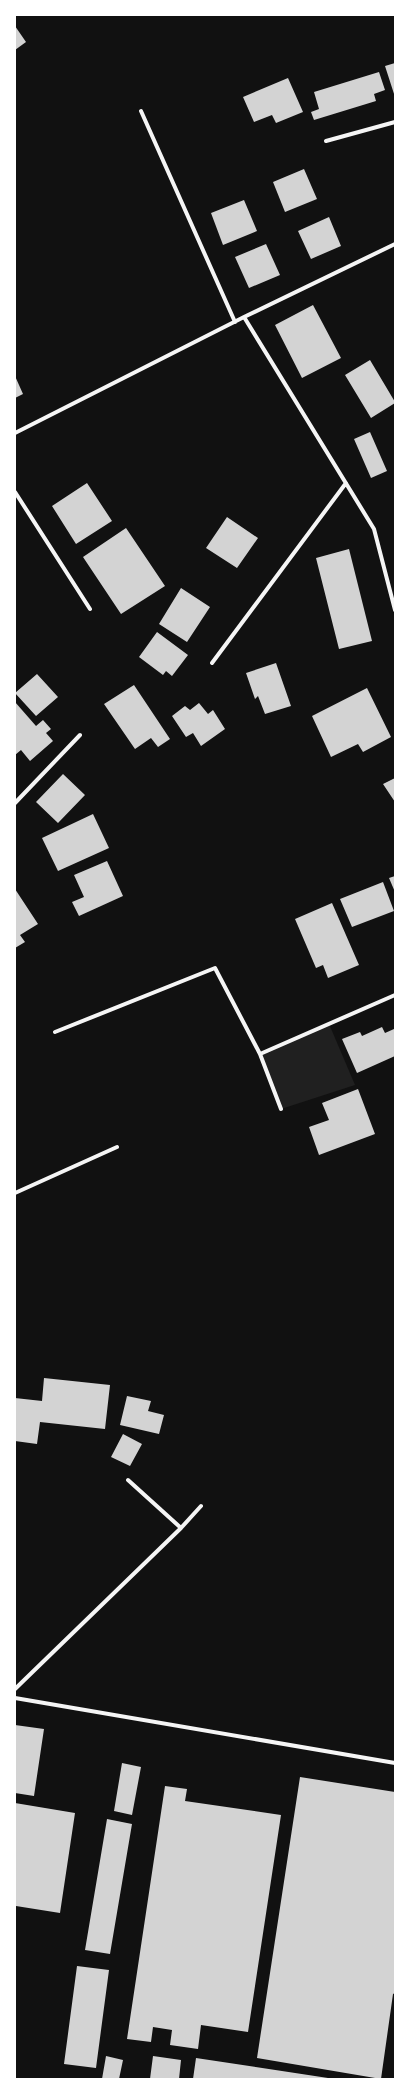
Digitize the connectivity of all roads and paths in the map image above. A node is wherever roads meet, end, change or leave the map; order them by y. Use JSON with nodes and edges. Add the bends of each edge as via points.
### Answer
{"nodes":[{"id":1,"x":141,"y":110,"type":"dead end"},
{"id":2,"x":395,"y":122,"type":"edge"},
{"id":3,"x":326,"y":141,"type":"dead end"},
{"id":4,"x":395,"y":244,"type":"edge"},
{"id":5,"x":244,"y":317,"type":"junction"},
{"id":6,"x":235,"y":322,"type":"junction"},
{"id":7,"x":15,"y":433,"type":"edge"},
{"id":8,"x":346,"y":483,"type":"junction"},
{"id":9,"x":15,"y":492,"type":"edge"},
{"id":10,"x":90,"y":609,"type":"dead end"},
{"id":11,"x":395,"y":610,"type":"edge"},
{"id":12,"x":212,"y":663,"type":"dead end"},
{"id":13,"x":80,"y":735,"type":"dead end"},
{"id":14,"x":15,"y":803,"type":"edge"},
{"id":15,"x":395,"y":994,"type":"edge"},
{"id":16,"x":56,"y":1032,"type":"dead end"},
{"id":17,"x":260,"y":1054,"type":"junction"},
{"id":18,"x":281,"y":1109,"type":"dead end"},
{"id":19,"x":117,"y":1147,"type":"dead end"},
{"id":20,"x":15,"y":1193,"type":"edge"},
{"id":21,"x":128,"y":1480,"type":"dead end"},
{"id":22,"x":201,"y":1506,"type":"dead end"},
{"id":23,"x":181,"y":1528,"type":"junction"},
{"id":24,"x":15,"y":1689,"type":"edge"},
{"id":25,"x":15,"y":1698,"type":"edge"},
{"id":26,"x":395,"y":1763,"type":"edge"}],
"edges":[{"from":1,"to":6,"type":"street"},
{"from":2,"to":3,"type":"street"},
{"from":4,"to":5,"type":"street"},
{"from":5,"to":6,"type":"street"},
{"from":5,"to":8,"type":"street"},
{"from":6,"to":7,"type":"street"},
{"from":8,"to":11,"type":"street","via":[[374,529]]},
{"from":8,"to":12,"type":"street"},
{"from":9,"to":10,"type":"street"},
{"from":13,"to":14,"type":"street"},
{"from":15,"to":17,"type":"street"},
{"from":16,"to":17,"type":"street","via":[[215,968]]},
{"from":17,"to":18,"type":"street"},
{"from":19,"to":20,"type":"street"},
{"from":21,"to":23,"type":"street"},
{"from":22,"to":23,"type":"street"},
{"from":23,"to":24,"type":"street"},
{"from":25,"to":26,"type":"street"}]}
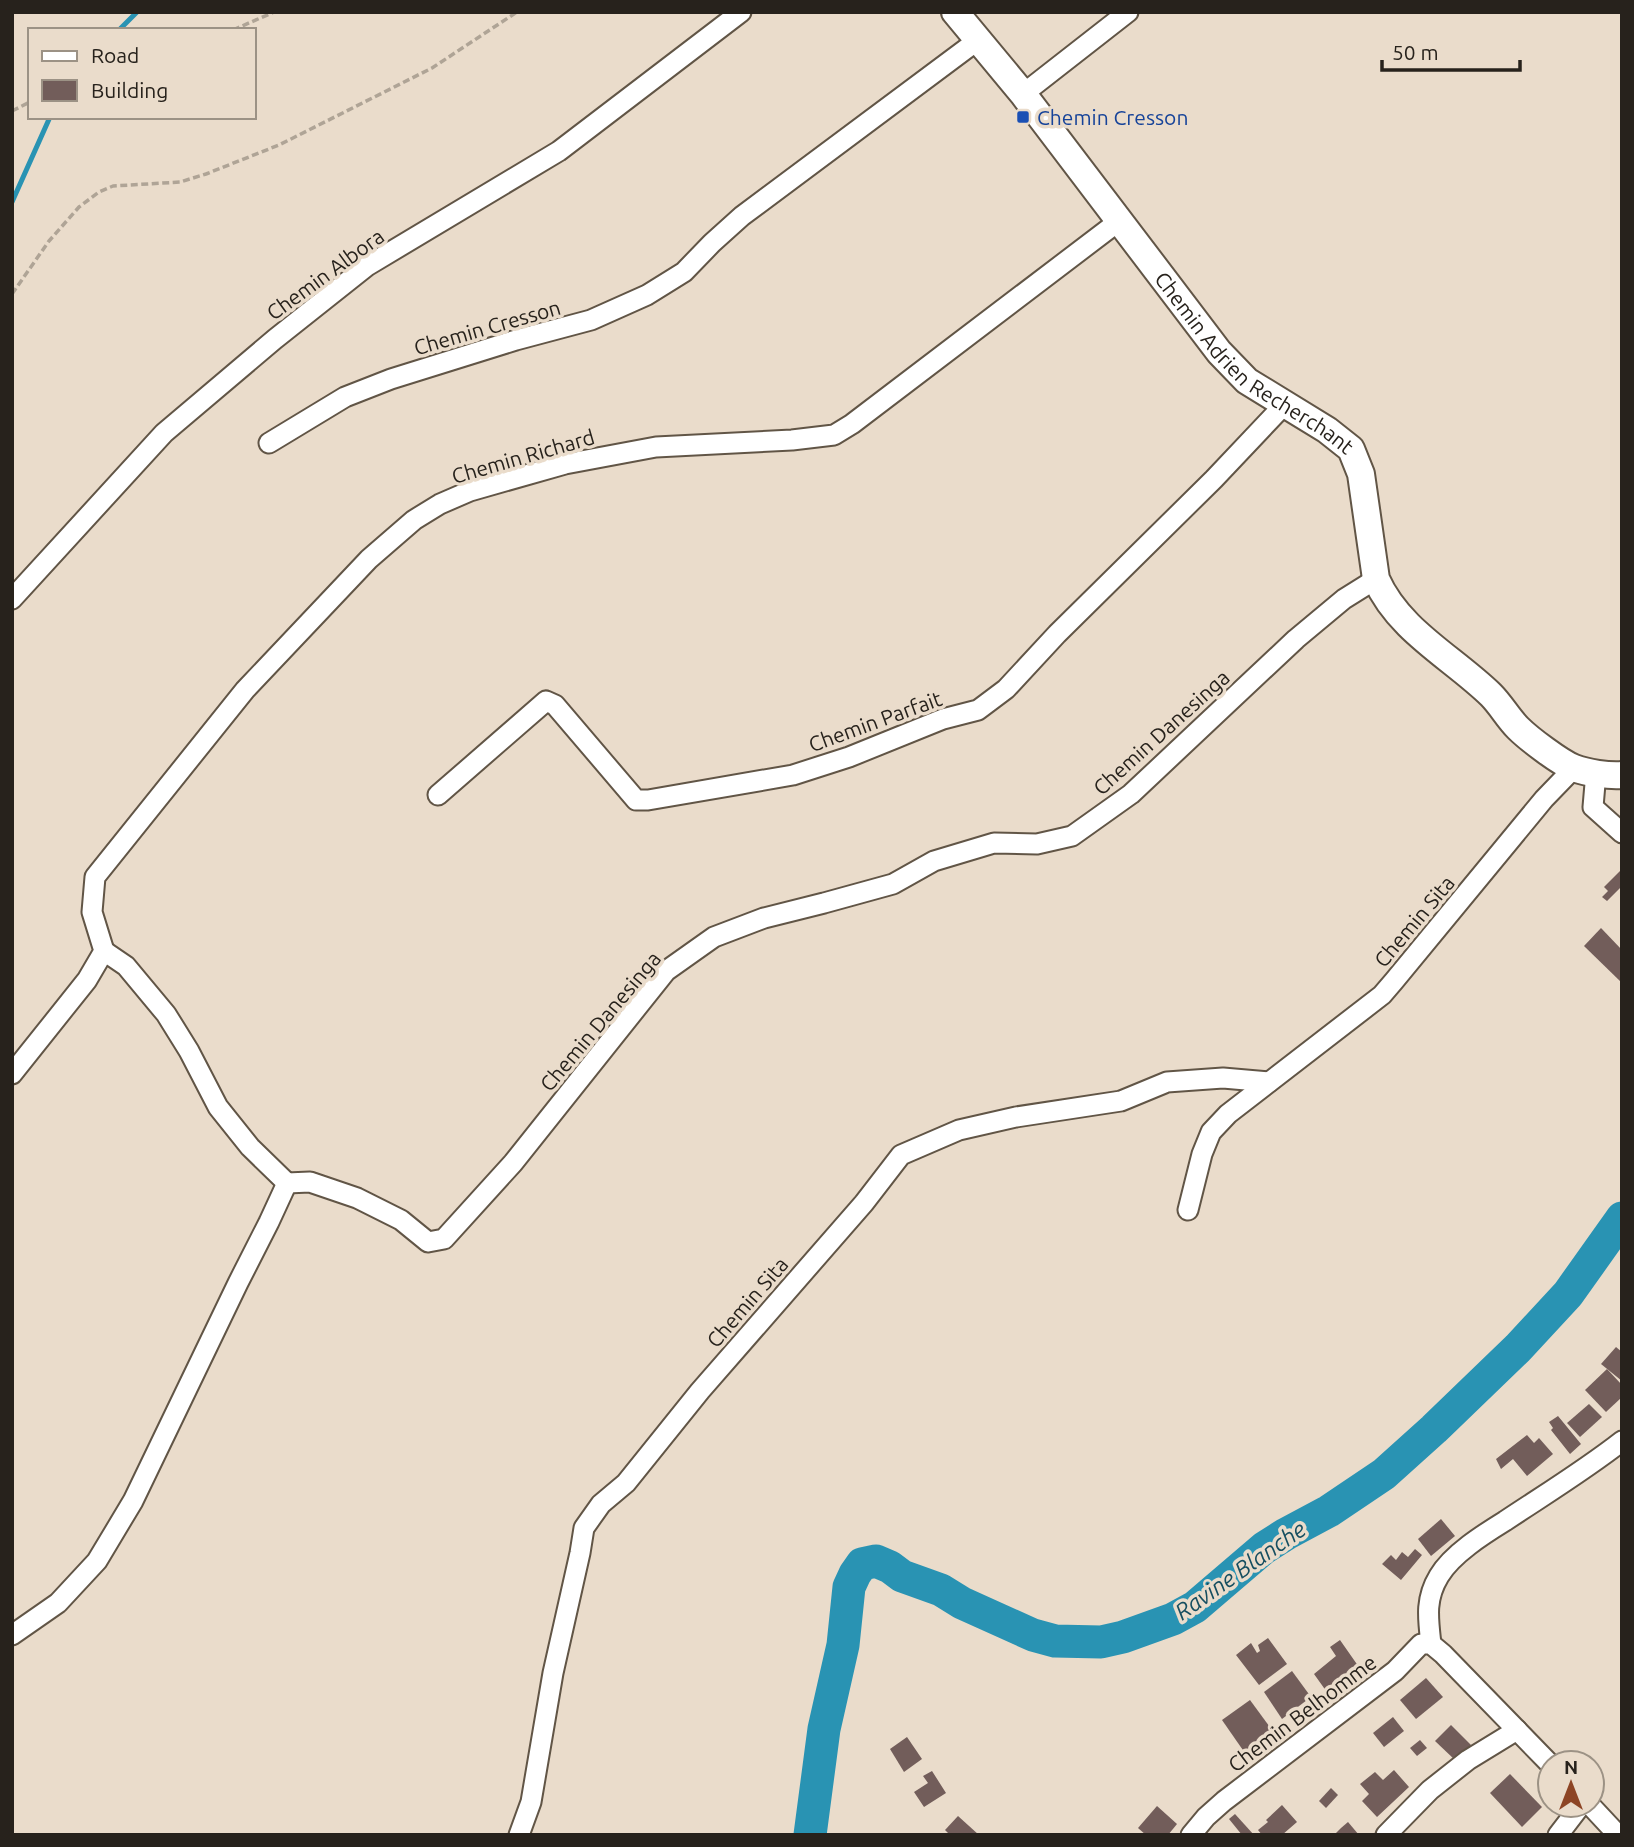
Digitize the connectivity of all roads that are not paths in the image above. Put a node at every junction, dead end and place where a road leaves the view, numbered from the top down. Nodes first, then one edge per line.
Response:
1 (741, 12) edge
2 (956, 12) edge
3 (1128, 12) edge
4 (978, 40) junction
5 (1023, 94) junction
6 (1119, 221) junction
7 (1284, 405) junction
8 (269, 443) dead end
9 (1376, 579) junction
10 (12, 599) edge
11 (1597, 772) edge
12 (438, 795) dead end
13 (1622, 833) edge
14 (104, 951) junction
15 (12, 1074) edge
16 (1269, 1082) junction
17 (287, 1183) junction
18 (1188, 1210) dead end
19 (1622, 1441) edge
20 (12, 1635) edge
21 (1437, 1649) junction
22 (1517, 1730) junction
23 (1536, 1750) edge
24 (1570, 1819) edge
25 (1603, 1819) edge
26 (519, 1835) edge
27 (1191, 1835) edge
28 (1386, 1835) edge
29 (1558, 1835) edge
30 (1618, 1835) edge

1 - 10 street, Chemin Albora
2 - 4 main road, Chemin Adrien Recherchant
3 - 5 street
4 - 5 main road, Chemin Adrien Recherchant
4 - 8 street, Chemin Cresson
5 - 6 main road, Chemin Adrien Recherchant
6 - 7 main road, Chemin Adrien Recherchant
6 - 14 street, Chemin Richard
7 - 9 main road, Chemin Adrien Recherchant
7 - 12 street, Chemin Parfait
9 - 11 main road, Chemin Adrien Recherchant
9 - 17 street, Chemin Danesinga
11 - 13 street
11 - 16 street, Chemin Sita
14 - 15 street
14 - 17 street
16 - 18 street, Chemin Sita
16 - 26 street, Chemin Sita
17 - 20 street
19 - 21 street
21 - 22 street
21 - 27 street, Chemin Belhomme
22 - 23 street
22 - 28 street
24 - 29 street
25 - 30 street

Exercise requirements: The word "Sita" appears in some lines of the data. Copy every one of those lines.

Expected answer:
11 - 16 street, Chemin Sita
16 - 18 street, Chemin Sita
16 - 26 street, Chemin Sita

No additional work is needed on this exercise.